We know Bilbo and company left Bag End towards the end of April.Its well established by Tolkien himself(The opening two chapters of The Hobbit&Unfinished Tales)and by numerous other books detailing the likely timeline.Tolkien’s decision to finesse the story into the orbit of LOTR confirms the canonical integrity of late April.
We also know however that on two separate occasions in The Hobbit,Tolkien states that it was May when the journey began(Bombur’s reawakening(“that May morning”and Bilbo’s letter behind the mantlepiece(“In May”)during Thief In The Night.
I think it’s true to say Tolkien wrote the Hobbit before he had crafted his complex calendars and that”May”was originally Gregorian May.Any suggestions that Tolkien was flitting between calendars(I.e late April was actually Shire Thrimidge roughly ten days ahead)doesn’t seem likely.It was a stand alone tale in his mind and this seems strangely untidy for a children’s story.
What’s odd is that The Hobbit had several major revisions during his lifetime and yet for some reason this discrepancy was never addressed when other perhaps more minor changes were often made.
I wonder why?Was it to maintain the idea that Bilbo was an unreliable source-a sort of sophisticated in-joke,or that the newly created calendars(probably established in the 50’s)could now retrospectively imply more than one narrator?
Or remarkably was it just missed?
Is the text now “sacred”and can never be altered?


----------



## Deleted member 12094 (Aug 3, 2020)

I am sure that in a legendarium of such vastness, complexity and interwoven chronologies, some minor discrepancies can be lovingly forgiven. But yes, you are right: when you spot them, they nag at you, but the trouble is that a quick alteration may soon get at odds with aspects on other spots.

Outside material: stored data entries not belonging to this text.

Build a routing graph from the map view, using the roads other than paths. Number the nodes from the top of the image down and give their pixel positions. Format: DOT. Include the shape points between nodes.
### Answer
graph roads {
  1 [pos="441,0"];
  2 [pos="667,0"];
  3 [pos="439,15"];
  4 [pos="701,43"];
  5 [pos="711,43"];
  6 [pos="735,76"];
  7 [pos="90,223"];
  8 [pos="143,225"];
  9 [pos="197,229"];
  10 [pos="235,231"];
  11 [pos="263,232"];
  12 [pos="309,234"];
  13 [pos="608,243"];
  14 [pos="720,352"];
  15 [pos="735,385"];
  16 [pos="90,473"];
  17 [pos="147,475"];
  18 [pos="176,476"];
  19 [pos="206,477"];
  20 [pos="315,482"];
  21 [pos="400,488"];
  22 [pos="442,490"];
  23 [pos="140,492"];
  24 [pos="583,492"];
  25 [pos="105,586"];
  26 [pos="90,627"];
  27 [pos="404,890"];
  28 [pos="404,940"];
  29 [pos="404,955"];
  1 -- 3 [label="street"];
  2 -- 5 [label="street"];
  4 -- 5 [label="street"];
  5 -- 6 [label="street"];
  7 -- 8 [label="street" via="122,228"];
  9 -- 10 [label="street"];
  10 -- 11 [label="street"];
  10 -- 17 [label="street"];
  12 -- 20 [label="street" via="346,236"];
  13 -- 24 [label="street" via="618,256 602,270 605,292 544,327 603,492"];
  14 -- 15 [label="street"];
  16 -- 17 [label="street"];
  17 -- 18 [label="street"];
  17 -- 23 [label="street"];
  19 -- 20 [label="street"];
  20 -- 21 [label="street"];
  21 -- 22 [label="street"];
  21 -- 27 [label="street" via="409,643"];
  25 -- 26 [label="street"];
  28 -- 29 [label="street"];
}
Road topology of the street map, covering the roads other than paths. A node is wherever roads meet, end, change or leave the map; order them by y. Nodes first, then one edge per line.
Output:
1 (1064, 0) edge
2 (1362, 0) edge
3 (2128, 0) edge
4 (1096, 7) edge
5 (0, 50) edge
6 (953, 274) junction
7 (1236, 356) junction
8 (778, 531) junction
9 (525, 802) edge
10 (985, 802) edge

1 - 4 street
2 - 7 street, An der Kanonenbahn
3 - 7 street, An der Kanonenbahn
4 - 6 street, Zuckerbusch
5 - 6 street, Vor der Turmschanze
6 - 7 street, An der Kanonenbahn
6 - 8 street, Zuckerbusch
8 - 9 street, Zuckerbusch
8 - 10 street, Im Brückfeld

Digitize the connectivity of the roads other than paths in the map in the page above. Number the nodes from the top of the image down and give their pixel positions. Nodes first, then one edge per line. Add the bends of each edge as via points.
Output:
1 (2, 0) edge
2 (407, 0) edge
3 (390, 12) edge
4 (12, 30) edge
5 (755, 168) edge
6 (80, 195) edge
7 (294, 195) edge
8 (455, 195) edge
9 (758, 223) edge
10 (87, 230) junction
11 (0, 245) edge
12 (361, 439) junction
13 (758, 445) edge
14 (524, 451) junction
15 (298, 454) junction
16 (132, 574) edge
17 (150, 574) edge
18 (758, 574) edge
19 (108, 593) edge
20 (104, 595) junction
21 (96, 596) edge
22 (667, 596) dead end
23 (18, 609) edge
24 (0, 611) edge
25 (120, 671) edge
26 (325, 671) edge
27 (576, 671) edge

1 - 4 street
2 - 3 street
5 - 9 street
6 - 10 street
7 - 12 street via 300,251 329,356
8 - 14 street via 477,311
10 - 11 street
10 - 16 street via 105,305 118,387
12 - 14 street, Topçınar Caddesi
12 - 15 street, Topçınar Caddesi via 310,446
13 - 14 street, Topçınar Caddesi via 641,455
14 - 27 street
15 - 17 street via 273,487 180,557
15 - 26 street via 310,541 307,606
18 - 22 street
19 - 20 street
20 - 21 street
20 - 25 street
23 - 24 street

For the case you mentioned:

_“Thrain your father went away on the twenty-first of April, a hundred years ago last Thursday”_: that puts the arrival of Thorin and Co on Wednesday 27th April.
_“…he had forgotten everything that had happened since they started their journey that May morning long ago”_: that puts the visit on the last day of April (at the earliest).
_“Thorin’s letter that had been put under the clock on his mantelpiece in May”_: id.
_“That’s how they all came to start, jogging off from the inn one fine morning just before May”_: that puts the visit on the before last day of April (at the latest).
In addition, “The Quest of Erebor” puts this date on Wednesday 26th April. Go figure … !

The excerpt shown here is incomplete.